At any other time of the year, they’d be relegated to the outer limits of cable access and the Internet. But it being August and all, August personalities wind up on prime time. With all the shrinks out of town, the country goes a little bit crazy.

This year’s August personality? Orly Taitz, the woman spearheading the campaign behind the apparently unvanquishable issue of President Obama’s country of birth. A dentist/lawyer/real estate agent turned “eligibility activist” from Laguna Niguel, Taitz looks like a cross between Dr. Laura and Carol Channing and sounds like a 16-year-old Zsa Zsa Gabor fighting with her mom about her curfew. Her movement’s mission, of course, is to show that the president was not born in Hawaii, as has been exhaustively proved by officials from that state, but in Kenya and is therefore ineligible to serve as commander in chief.

Were it any other month, you probably wouldn’t be seeing so much of Taitz. You’d probably have to seek out her website or go to the far-right news site World Net Daily, which is collecting signatures for an online petition related to the issue. (That “Where’s the birth certificate?” billboard on the Santa Ana Freeway near Commerce is part of it.)

But in the last few weeks, Taitz has appeared on CNN, Fox News and “The Colbert Report,” where she likened the Obama administration to Nazi Germany and apparently took her host seriously when he remarked how refreshing it was to hear someone make the comparison. “Really? I have even more information,” Taitz said, before pointing to documents she claimed proved that the president’s Social Security number was issued in Connecticut and showed him to be 190 years old.

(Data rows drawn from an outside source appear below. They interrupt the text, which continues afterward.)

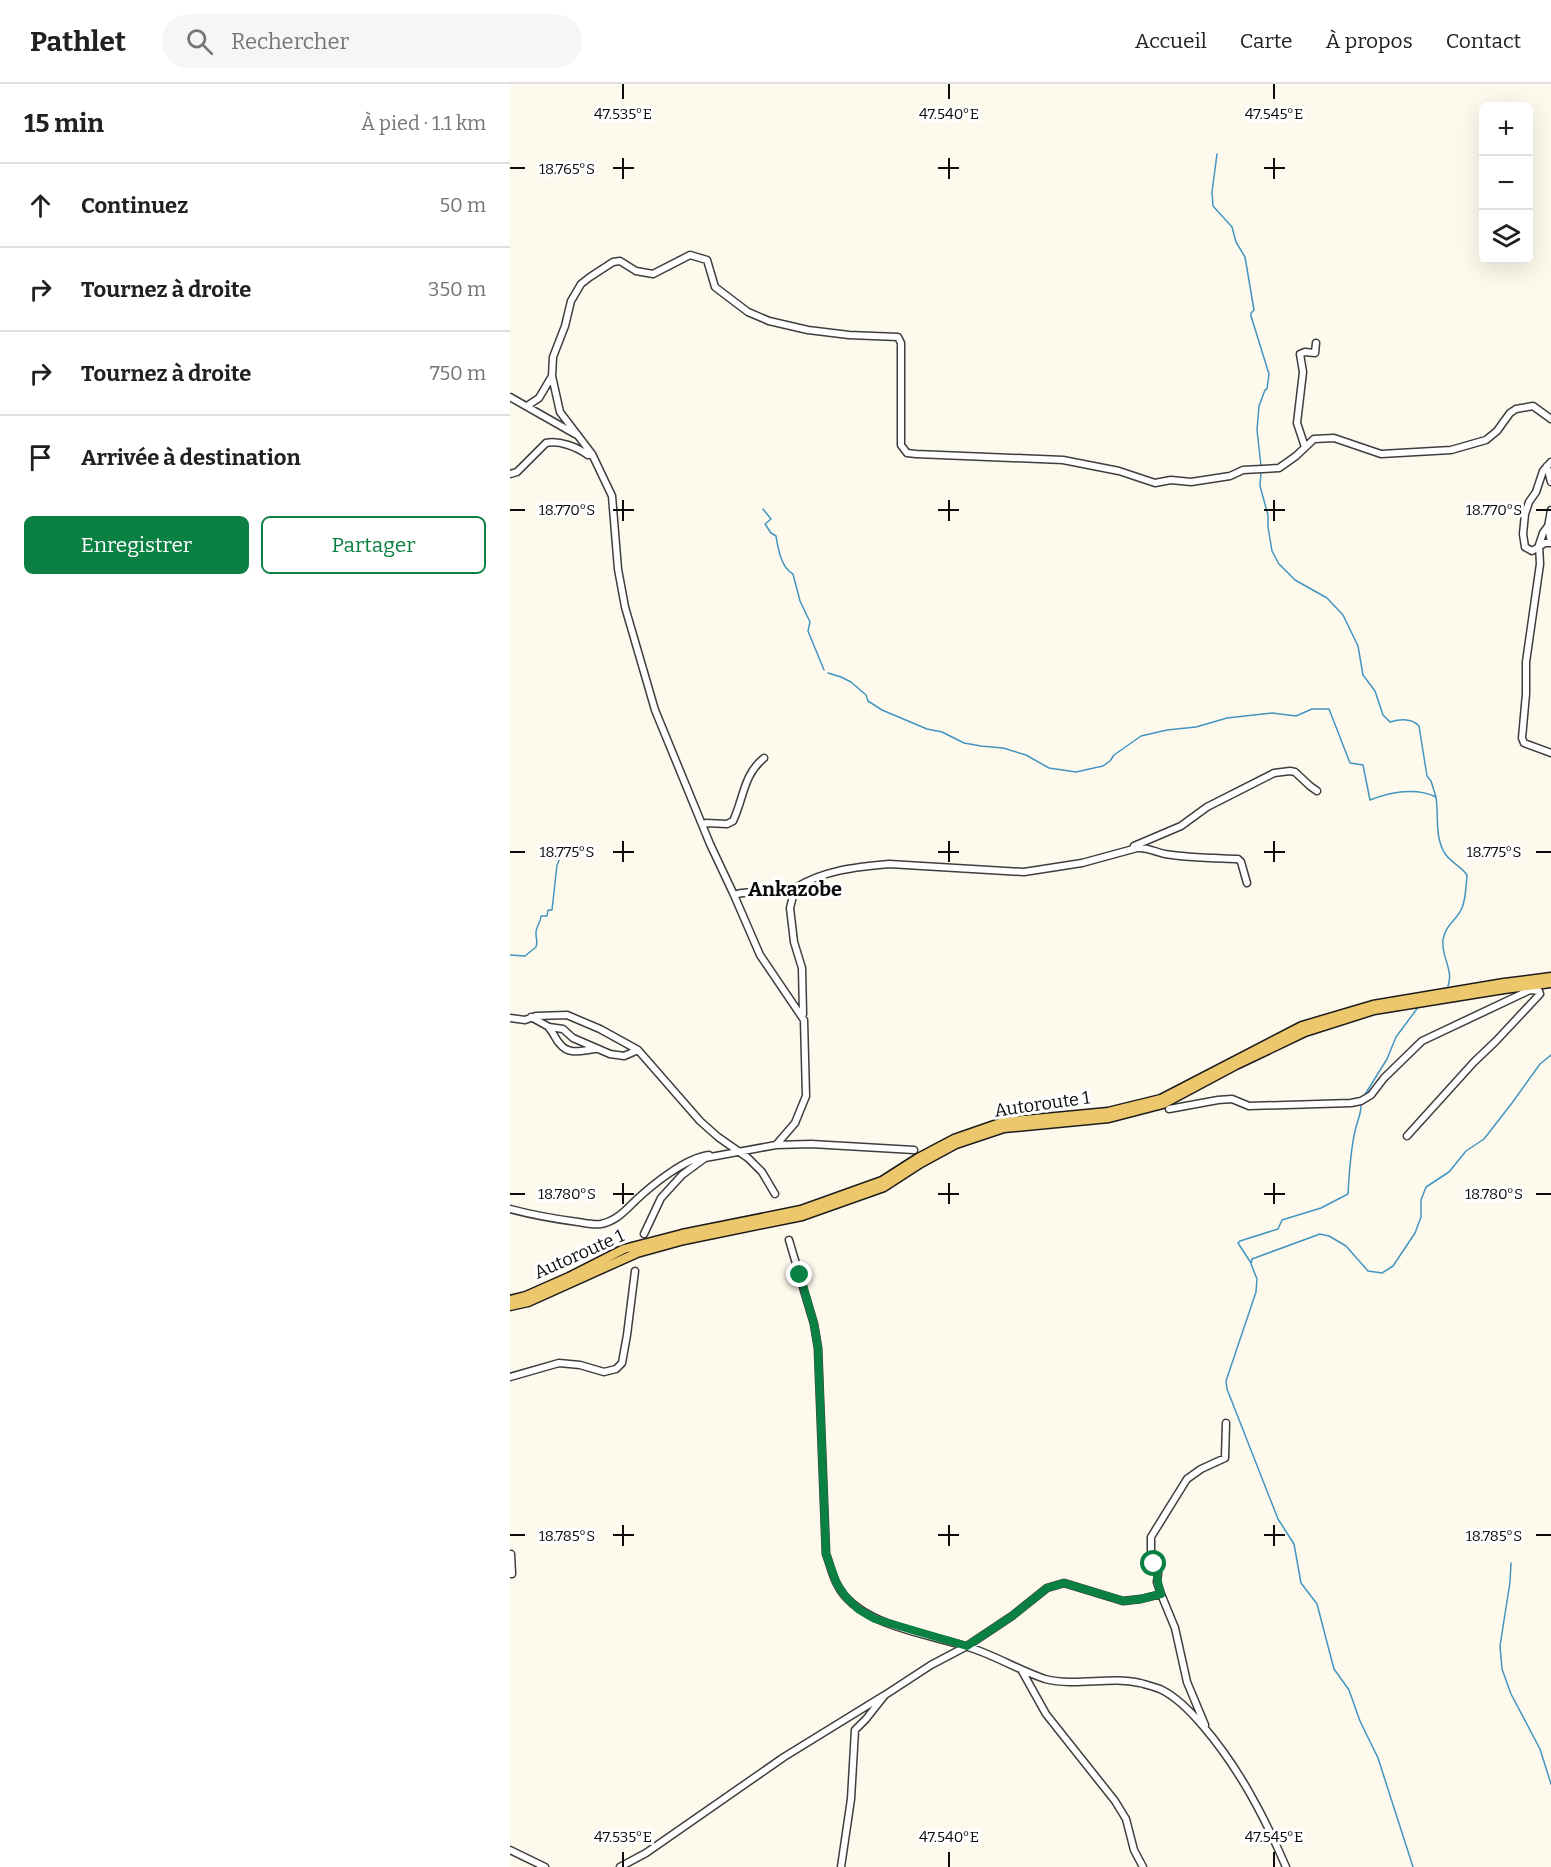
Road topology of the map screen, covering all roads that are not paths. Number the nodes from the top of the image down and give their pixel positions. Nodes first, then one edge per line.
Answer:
1 (1316, 343) dead end
2 (552, 376) junction
3 (510, 397) edge
4 (527, 406) junction
5 (1551, 419) edge
6 (578, 435) junction
7 (1305, 447) junction
8 (592, 454) junction
9 (1549, 464) edge
10 (510, 474) edge
11 (1551, 482) edge
12 (1551, 510) edge
13 (1550, 523) edge
14 (1551, 543) edge
15 (1539, 545) junction
16 (1551, 753) edge
17 (764, 758) dead end
18 (1317, 791) dead end
19 (703, 826) junction
20 (1132, 849) junction
21 (1247, 883) dead end
22 (795, 888) junction
23 (734, 895) junction
24 (1551, 977) edge
25 (1551, 983) edge
26 (530, 1017) junction
27 (510, 1018) edge
28 (804, 1020) junction
29 (549, 1027) junction
30 (598, 1049) junction
31 (638, 1050) junction
32 (1169, 1109) dead end
33 (1407, 1136) dead end
34 (776, 1145) junction
35 (914, 1150) dead end
36 (739, 1151) junction
37 (718, 1155) junction
38 (775, 1194) dead end
39 (510, 1209) edge
40 (644, 1234) dead end
41 (789, 1240) dead end
42 (635, 1270) dead end
43 (510, 1300) edge
44 (510, 1306) edge
45 (510, 1377) edge
46 (1226, 1423) dead end
47 (511, 1554) edge
48 (510, 1574) edge
49 (1161, 1594) junction
50 (967, 1646) junction
51 (1022, 1670) junction
52 (885, 1695) junction
53 (1208, 1731) junction
54 (510, 1850) edge
55 (545, 1867) edge
56 (620, 1867) edge
57 (841, 1867) edge
58 (1143, 1867) edge
59 (1286, 1867) edge

1 - 7 street
2 - 4 street
2 - 6 street
2 - 7 street
3 - 4 street
4 - 6 street
5 - 7 street
6 - 8 street
8 - 10 street
8 - 19 street
9 - 11 street
9 - 15 street
12 - 13 street
13 - 14 street
13 - 15 street
14 - 15 street
15 - 16 street
17 - 19 street
18 - 20 street
19 - 23 street
20 - 21 street
20 - 22 street
22 - 23 street
22 - 28 street
23 - 28 street
24 - 43 main road, Autoroute 1
25 - 44 main road, Autoroute 1
26 - 27 street
26 - 29 street
26 - 31 street
28 - 34 street
29 - 30 street
29 - 30 street
30 - 31 street
31 - 36 street
32 - 33 street
34 - 35 street
34 - 36 street
36 - 37 street
36 - 38 street
37 - 39 street
37 - 40 street
41 - 50 street
42 - 45 street
46 - 49 street
47 - 48 street
49 - 50 street
49 - 53 street
50 - 51 street
50 - 52 street
51 - 53 street
51 - 58 street
52 - 56 street
52 - 57 street
53 - 59 street
54 - 55 street

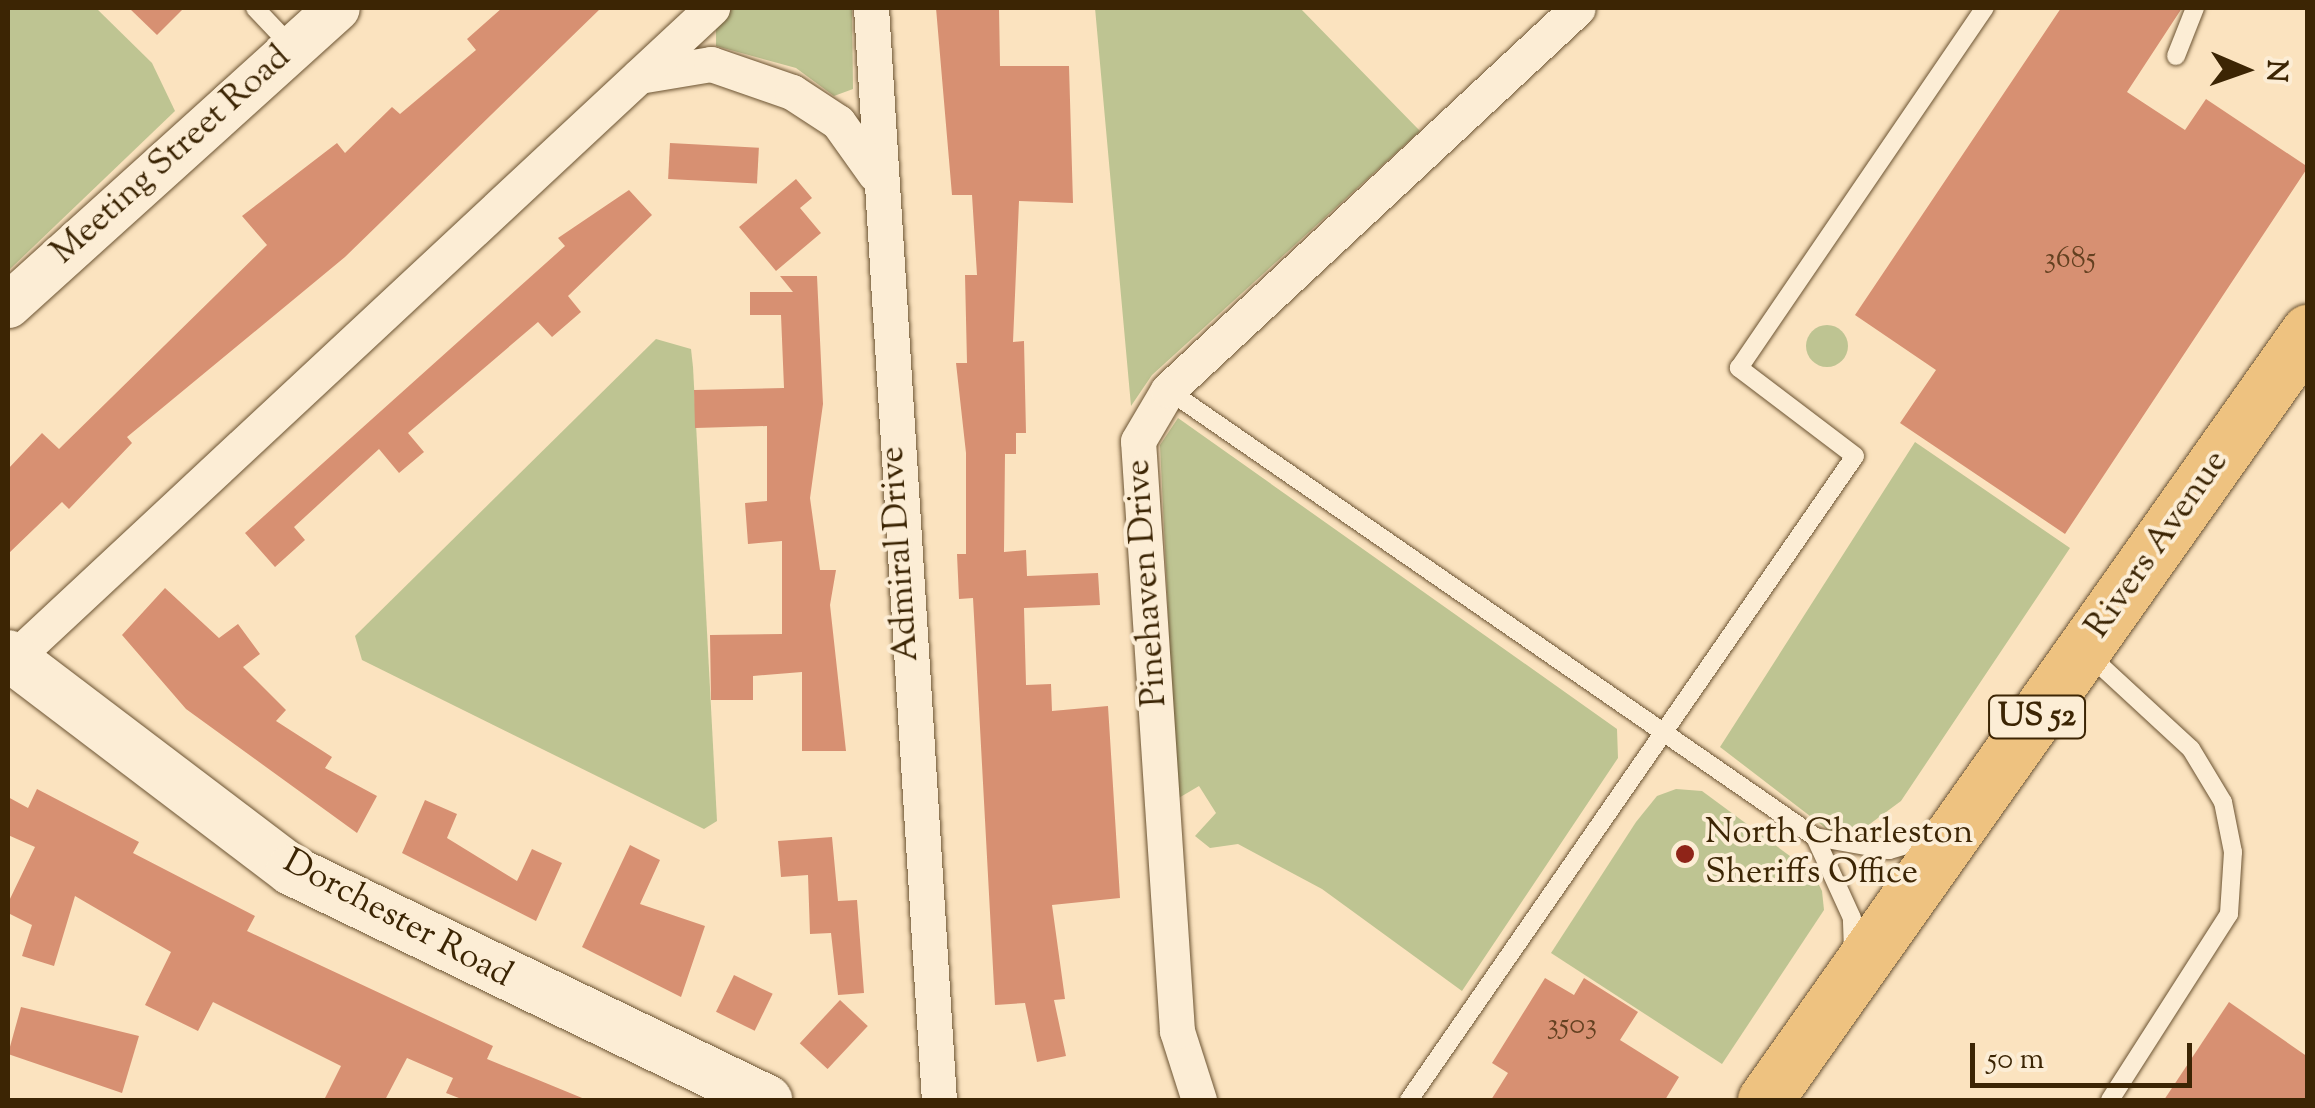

OK, because everyone’s such a stickler for details, I guess I should point that that some of these interviews, including the Colbert exchange, took place at the end of July, the official throat-clearing period for August personalities. But Taitz’s true breakout moment came on Monday, when she appeared on MSNBC. Revealing a debilitating strain of defensiveness straight out of the gate, Taitz responded to anchor David Shuster’s first question -- about the Obama birth announcement printed in two Honolulu newspapers -- by asking how much time she’d have to respond because she had “had a bad experience on CNN.” She went on to tell Shuster that “you need to display some decency and integrity as a journalist” and that people are “sick of the lies coming from the mainstream media,” which she referred to as “Obama brownshirts.”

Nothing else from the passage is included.